There are standard settings for each type of model regarding what information is summarized in the table. This behavior can be modified using the modelsum.control function. In fact, you can save your standard settings and use that for future tables.
> mycontrols <- modelsum.control(gaussian.stats=c("estimate","std.error","adj.r.squared","Nmiss"),
+ show.adjust=FALSE, show.intercept=FALSE)
> tab2 <- modelsum(bmi ~ age, adjust=~sex, data=mockstudy, control=mycontrols)
> summary(tab2)
estimate | std.error | adj.r.squared | |
---|---|---|---|
Age in Years | 0.012 | 0.012 | 0.004 |
You can also change these settings directly in the modelsum call.
> tab3 <- modelsum(bmi ~ age, adjust=~sex, data=mockstudy,
+ gaussian.stats=c("estimate","std.error","adj.r.squared","Nmiss"),
+ show.intercept=FALSE, show.adjust=FALSE)
> summary(tab3)
estimate | std.error | adj.r.squared | |
---|---|---|---|
Age in Years | 0.012 | 0.012 | 0.004 |
In the above example, age is shown with a label (Age in Years), but sex is listed “as is”. This is because the data was created in SAS and in the SAS dataset, age had a label but sex did not. The label is stored as an attribute within R.
> ## Look at one variable's label
> attr(mockstudy$age,'label')
[1] "Age in Years"
>
> ## See all the variables with a label
> unlist(lapply(mockstudy,'attr','label'))
age arm
"Age in Years" "Treatment Arm"
race bmi
"Race" "Body Mass Index (kg/m^2)"
>
> ## or
> cbind(sapply(mockstudy,attr,'label'))
[,1]
case NULL
age "Age in Years"
arm "Treatment Arm"
sex NULL
race "Race"
fu.time NULL
fu.stat NULL
ps NULL
hgb NULL
bmi "Body Mass Index (kg/m^2)"
alk.phos NULL
ast NULL
mdquality.s NULL
age.ord NULL
If you want to add labels to other variables, there are a couple of options.

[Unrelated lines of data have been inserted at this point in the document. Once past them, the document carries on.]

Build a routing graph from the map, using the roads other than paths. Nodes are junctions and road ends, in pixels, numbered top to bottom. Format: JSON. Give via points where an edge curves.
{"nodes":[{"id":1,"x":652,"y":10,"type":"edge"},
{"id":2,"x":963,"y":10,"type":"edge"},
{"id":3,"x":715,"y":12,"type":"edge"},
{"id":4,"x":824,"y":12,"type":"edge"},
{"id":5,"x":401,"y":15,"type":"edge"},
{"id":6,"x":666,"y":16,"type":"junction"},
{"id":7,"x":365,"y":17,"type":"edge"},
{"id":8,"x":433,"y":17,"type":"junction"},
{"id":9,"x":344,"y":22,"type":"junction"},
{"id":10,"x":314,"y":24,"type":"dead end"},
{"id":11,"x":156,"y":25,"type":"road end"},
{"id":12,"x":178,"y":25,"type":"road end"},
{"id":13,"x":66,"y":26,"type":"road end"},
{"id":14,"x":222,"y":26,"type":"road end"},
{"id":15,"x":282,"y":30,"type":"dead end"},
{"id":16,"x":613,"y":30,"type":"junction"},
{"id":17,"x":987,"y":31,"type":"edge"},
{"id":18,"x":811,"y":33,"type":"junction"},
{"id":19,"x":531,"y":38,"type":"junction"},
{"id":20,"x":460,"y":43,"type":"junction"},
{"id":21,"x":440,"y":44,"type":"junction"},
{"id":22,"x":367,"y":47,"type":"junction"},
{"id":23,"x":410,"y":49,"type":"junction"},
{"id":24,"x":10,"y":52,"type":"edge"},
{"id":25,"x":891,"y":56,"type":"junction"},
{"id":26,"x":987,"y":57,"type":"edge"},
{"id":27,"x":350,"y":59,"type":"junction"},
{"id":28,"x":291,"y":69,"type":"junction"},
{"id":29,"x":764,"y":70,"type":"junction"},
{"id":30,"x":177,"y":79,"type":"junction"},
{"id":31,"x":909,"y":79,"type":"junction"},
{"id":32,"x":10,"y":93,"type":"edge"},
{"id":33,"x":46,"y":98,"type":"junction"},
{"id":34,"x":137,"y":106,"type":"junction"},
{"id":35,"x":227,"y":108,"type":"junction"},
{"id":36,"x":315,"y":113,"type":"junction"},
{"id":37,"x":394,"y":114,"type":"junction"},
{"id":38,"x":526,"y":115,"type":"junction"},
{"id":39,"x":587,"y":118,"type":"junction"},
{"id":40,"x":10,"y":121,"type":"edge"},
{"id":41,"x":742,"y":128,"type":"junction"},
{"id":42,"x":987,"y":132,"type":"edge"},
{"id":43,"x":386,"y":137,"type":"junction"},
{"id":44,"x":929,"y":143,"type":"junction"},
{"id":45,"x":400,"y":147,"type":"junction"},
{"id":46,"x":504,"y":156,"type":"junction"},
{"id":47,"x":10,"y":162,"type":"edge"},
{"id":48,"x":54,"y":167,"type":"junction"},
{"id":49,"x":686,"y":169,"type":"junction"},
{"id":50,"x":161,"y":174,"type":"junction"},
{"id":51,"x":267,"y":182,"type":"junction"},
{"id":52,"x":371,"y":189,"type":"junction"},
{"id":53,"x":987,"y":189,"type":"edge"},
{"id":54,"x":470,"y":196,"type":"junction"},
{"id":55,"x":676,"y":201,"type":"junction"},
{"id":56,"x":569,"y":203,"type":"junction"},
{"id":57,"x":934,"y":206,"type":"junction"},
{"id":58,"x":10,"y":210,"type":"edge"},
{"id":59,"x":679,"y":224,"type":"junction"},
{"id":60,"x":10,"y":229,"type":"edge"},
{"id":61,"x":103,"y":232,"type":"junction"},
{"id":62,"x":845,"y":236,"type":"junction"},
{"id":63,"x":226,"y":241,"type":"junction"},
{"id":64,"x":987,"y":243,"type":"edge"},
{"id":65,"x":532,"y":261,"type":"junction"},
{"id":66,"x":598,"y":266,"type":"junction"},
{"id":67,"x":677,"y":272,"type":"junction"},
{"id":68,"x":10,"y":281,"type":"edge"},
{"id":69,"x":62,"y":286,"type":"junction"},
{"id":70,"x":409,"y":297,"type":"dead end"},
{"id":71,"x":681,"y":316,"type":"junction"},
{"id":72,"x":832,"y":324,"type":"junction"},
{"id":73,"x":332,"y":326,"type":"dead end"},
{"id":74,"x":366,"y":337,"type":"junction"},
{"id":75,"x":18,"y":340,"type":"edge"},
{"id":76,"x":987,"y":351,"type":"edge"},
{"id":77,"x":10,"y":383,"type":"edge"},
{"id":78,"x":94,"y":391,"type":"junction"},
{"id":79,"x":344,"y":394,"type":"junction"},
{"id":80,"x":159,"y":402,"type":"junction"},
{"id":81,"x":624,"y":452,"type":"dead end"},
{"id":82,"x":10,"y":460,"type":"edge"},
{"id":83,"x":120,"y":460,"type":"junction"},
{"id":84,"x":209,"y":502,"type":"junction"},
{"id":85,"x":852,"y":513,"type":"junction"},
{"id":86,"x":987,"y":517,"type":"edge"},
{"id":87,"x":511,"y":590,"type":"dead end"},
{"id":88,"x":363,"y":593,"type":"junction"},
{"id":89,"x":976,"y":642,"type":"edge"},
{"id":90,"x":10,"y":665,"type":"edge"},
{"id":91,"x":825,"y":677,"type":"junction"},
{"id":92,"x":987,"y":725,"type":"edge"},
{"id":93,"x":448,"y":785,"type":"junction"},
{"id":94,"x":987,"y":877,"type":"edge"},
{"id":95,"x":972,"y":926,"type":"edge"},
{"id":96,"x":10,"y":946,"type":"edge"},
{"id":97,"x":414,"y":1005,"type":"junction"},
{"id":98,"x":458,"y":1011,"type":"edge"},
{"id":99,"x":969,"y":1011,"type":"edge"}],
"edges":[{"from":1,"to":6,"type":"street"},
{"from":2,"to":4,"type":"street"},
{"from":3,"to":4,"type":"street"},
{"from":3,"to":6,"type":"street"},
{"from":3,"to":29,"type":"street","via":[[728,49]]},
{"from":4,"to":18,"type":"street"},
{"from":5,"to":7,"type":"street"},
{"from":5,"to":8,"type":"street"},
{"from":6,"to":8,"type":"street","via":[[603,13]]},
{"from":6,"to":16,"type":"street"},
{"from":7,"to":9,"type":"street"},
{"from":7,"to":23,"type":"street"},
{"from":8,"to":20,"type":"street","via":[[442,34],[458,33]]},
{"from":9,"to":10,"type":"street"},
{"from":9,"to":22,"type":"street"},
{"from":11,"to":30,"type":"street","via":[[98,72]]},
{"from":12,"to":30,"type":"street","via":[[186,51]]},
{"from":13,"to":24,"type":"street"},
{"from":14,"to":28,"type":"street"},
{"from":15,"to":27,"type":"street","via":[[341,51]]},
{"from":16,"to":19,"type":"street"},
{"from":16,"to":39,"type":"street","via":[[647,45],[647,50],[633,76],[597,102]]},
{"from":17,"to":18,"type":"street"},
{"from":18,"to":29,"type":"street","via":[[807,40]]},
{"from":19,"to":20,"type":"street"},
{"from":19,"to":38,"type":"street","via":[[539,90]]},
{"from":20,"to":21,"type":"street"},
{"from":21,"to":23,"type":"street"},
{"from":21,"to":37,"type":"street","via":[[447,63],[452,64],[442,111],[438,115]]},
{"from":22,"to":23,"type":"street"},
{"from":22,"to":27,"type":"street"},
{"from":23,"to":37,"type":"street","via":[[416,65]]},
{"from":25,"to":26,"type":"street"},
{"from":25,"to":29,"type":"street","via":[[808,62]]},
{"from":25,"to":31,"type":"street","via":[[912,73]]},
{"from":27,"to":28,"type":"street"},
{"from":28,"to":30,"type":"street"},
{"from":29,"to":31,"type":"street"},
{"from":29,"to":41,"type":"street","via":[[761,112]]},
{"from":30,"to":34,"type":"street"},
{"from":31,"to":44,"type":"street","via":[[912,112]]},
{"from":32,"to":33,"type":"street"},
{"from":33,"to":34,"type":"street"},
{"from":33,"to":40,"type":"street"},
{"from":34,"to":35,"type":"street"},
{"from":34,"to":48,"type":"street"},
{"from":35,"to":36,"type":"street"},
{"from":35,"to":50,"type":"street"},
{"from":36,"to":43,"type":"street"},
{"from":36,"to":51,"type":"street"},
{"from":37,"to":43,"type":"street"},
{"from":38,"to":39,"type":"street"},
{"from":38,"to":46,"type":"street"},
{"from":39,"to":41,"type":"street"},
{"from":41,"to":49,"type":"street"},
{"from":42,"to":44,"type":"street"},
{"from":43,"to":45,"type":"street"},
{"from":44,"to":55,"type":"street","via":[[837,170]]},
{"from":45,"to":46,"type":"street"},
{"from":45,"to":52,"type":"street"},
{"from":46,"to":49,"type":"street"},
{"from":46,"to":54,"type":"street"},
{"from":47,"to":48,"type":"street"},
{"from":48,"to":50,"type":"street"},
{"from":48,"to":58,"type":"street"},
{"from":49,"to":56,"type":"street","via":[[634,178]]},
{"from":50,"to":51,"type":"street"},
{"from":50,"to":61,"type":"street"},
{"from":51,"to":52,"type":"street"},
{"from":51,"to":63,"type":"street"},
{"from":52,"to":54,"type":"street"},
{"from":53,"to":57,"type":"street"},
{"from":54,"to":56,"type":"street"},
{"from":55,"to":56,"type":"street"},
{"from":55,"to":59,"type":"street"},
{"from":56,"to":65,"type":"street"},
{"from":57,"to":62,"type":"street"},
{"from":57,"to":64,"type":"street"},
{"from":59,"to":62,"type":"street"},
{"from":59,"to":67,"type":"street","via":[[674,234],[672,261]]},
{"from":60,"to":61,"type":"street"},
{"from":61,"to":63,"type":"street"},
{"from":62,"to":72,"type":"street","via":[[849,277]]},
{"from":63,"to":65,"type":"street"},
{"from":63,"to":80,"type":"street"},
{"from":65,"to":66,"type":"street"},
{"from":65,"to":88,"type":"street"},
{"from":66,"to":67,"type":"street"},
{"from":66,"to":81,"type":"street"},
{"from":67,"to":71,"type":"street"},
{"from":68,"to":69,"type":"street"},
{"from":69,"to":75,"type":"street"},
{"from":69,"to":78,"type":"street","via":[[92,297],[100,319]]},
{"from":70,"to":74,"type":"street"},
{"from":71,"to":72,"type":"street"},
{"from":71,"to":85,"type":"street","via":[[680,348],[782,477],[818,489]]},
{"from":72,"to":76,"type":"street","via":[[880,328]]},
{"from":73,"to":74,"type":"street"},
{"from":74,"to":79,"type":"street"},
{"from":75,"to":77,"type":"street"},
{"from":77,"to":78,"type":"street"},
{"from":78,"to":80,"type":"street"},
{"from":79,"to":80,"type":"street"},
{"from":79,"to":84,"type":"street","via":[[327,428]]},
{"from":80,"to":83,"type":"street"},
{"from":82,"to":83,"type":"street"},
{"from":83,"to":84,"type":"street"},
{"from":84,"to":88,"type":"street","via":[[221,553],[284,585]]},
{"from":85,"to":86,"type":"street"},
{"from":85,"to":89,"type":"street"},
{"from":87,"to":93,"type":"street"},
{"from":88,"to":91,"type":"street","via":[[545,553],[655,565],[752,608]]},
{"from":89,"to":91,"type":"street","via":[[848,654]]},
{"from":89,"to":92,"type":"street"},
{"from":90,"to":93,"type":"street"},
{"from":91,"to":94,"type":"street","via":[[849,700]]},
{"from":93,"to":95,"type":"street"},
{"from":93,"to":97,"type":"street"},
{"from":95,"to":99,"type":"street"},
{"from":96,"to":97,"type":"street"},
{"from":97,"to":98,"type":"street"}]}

First, you could add labels to the variables in your dataset.
> attr(mockstudy$age,'label') <- 'Age, yrs'
>
> tab1 <- modelsum(bmi ~ age, adjust=~sex, data=mockstudy)
> summary(tab1)
estimate | std.error | p.value | adj.r.squared | |
---|---|---|---|---|
(Intercept) | 26.8 | 0.766 | <0.001 | 0.004 |
Age, yrs | 0.012 | 0.012 | 0.348 | . |
sex Female | -0.718 | 0.291 | 0.014 | . |
Another option is to add labels after you have created the table
> mylabels <- list(sexFemale = "Female", age ="Age, yrs")
> summary(tab1, labelTranslations = mylabels)
estimate | std.error | p.value | adj.r.squared | |
---|---|---|---|---|
(Intercept) | 26.8 | 0.766 | <0.001 | 0.004 |
Age, yrs | 0.012 | 0.012 | 0.348 | . |
sex Female | -0.718 | 0.291 | 0.014 | . |
Alternatively, you can check the variable labels and manipulate them with a function called labels, which works on the tableby object.
> labels(tab1)
bmi age
"Body Mass Index (kg/m^2)" "Age, yrs"
sexFemale
"sex Female"
> labels(tab1) <- c(sexFemale="Female", age="Baseline Age (yrs)")
> labels(tab1)
bmi age
"Body Mass Index (kg/m^2)" "Baseline Age (yrs)"
sexFemale
"Female"
> summary(tab1)
estimate | std.error | p.value | adj.r.squared | |
---|---|---|---|---|
(Intercept) | 26.8 | 0.766 | <0.001 | 0.004 |
Baseline Age (yrs) | 0.012 | 0.012 | 0.348 | . |
Female | -0.718 | 0.291 | 0.014 | . |
> summary(modelsum(age~mdquality.s+sex, data=mockstudy), show.intercept=FALSE)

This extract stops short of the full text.